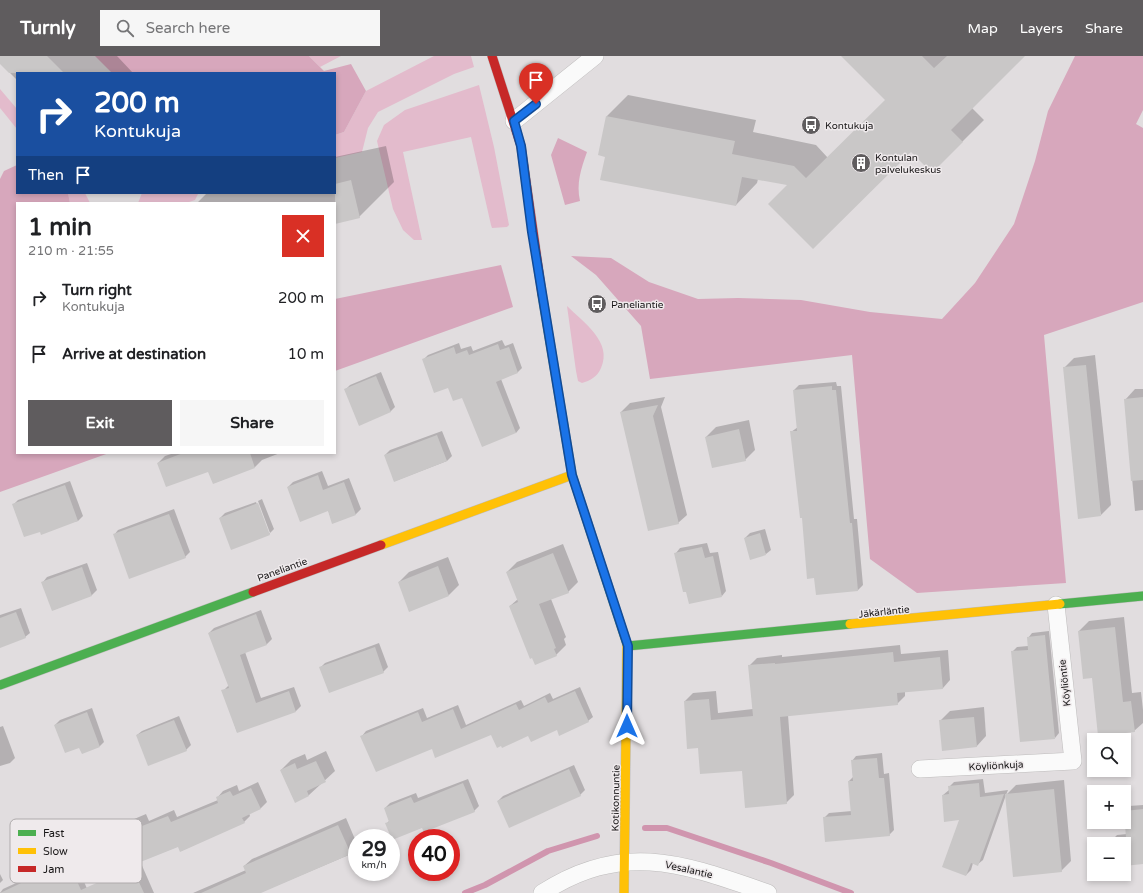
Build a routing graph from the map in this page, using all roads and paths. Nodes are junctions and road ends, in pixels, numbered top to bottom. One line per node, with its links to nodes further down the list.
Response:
1 (492, 56): 3 (street, Kotikonnuntie)
2 (595, 56): 3 (street)
3 (514, 121): 4 (street, Kotikonnuntie)
4 (572, 475): 7 (street, Kotikonnuntie); 8 (street, Paneliantie)
5 (1143, 596): 6 (street, Jäkärläntie)
6 (1056, 605): 7 (street, Jäkärläntie); 9 (street, Köyliöntie)
7 (628, 646): 11 (street, Kotikonnuntie)
8 (0, 685)
9 (1073, 761): 10 (street, Köyliönkuja)
10 (920, 769)
11 (624, 862): 12 (street, Vesalantie); 13 (street, Kotikonnuntie); 14 (street, Vesalantie)
12 (542, 893)
13 (624, 893)
14 (768, 893)

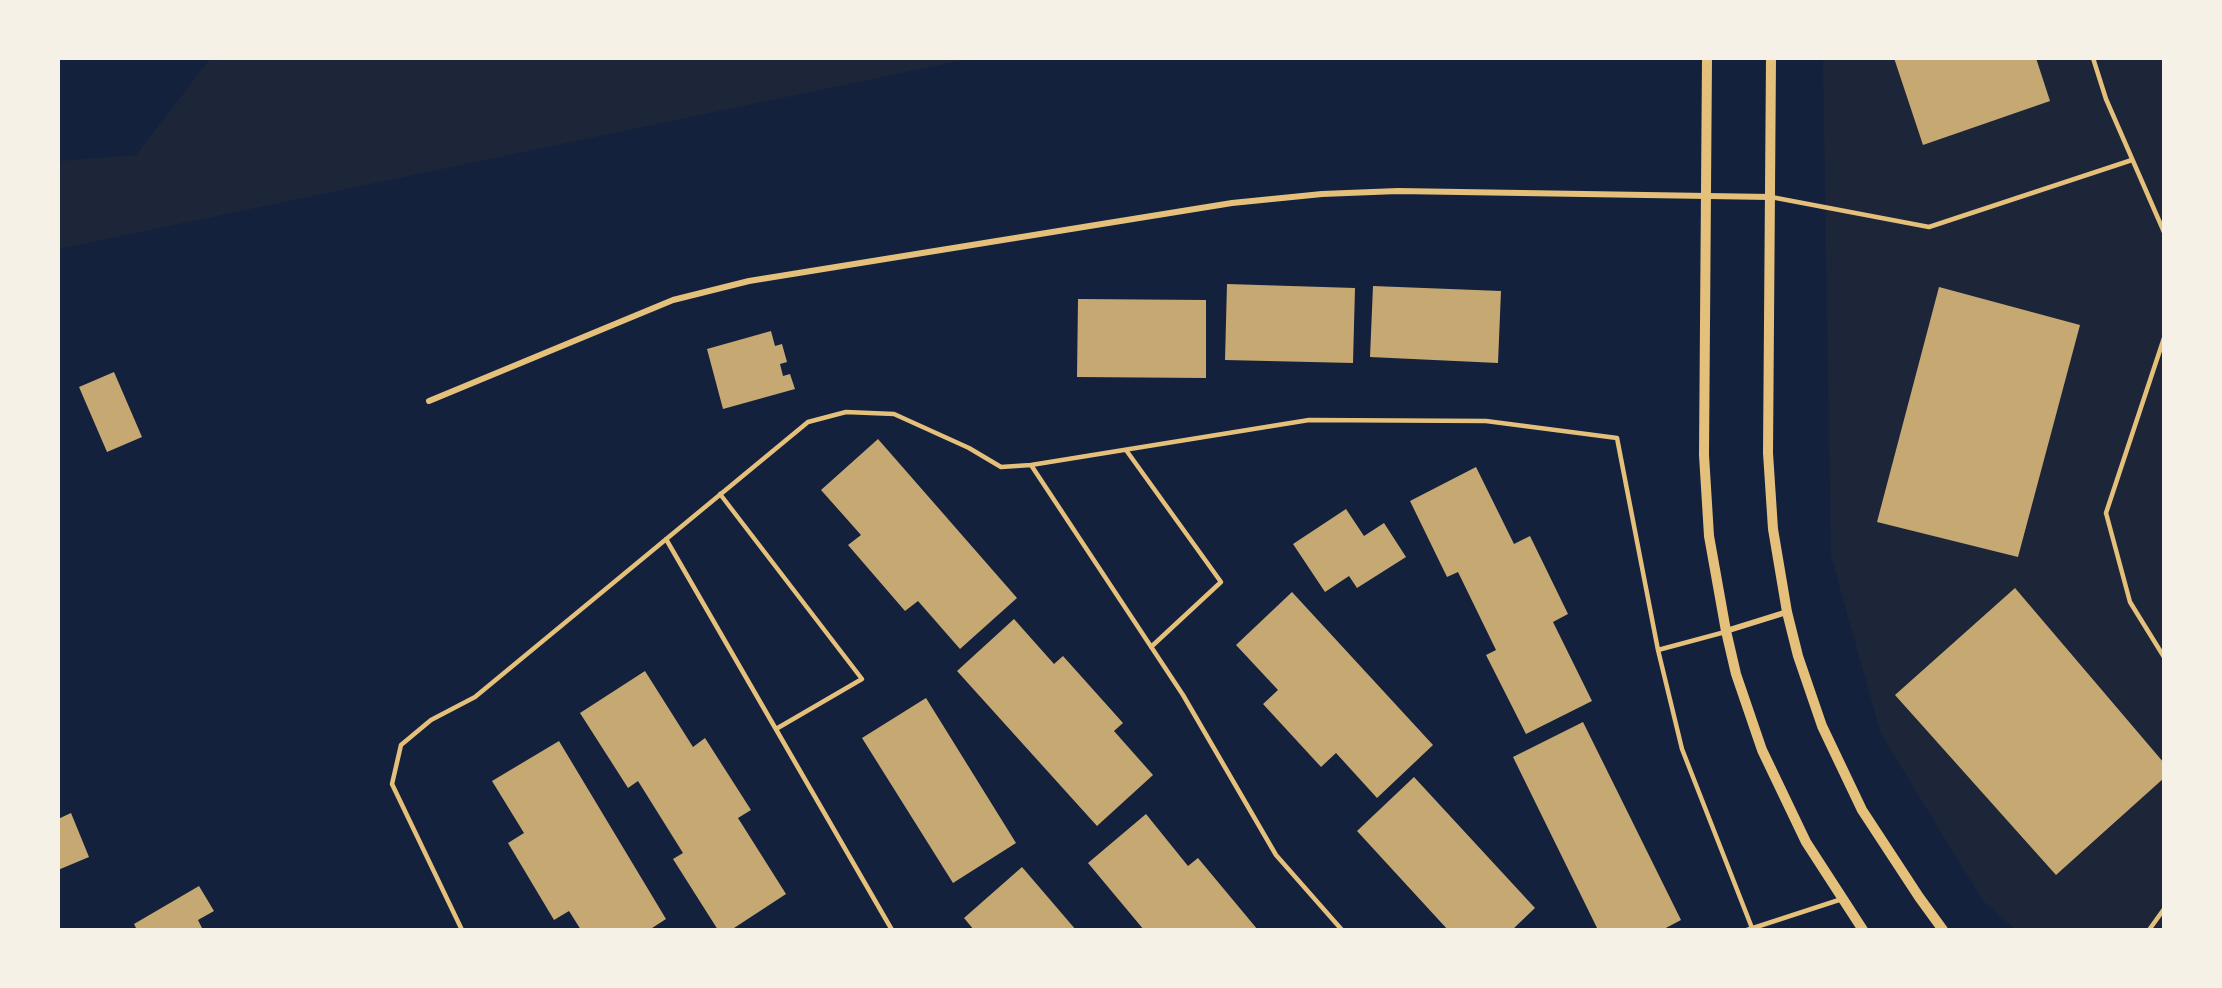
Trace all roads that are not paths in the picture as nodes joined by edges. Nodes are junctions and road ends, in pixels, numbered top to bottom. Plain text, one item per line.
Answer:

━━━━━━━━

Instructions for the task
Search the preceding listing for "ends" and extract every line where it is found.

Exercise result
Build a routing graph from the map in this page, using all roads and paths. Nodes are junctions and road ends, in pixels, numbered top to bottom. One line per node, with its links to nodes further down the list.
Trace all roads that are not paths in the picture as nodes joined by edges. Nodes are junctions and road ends, in pixels, numbered top to bottom. Plain text, one item per line.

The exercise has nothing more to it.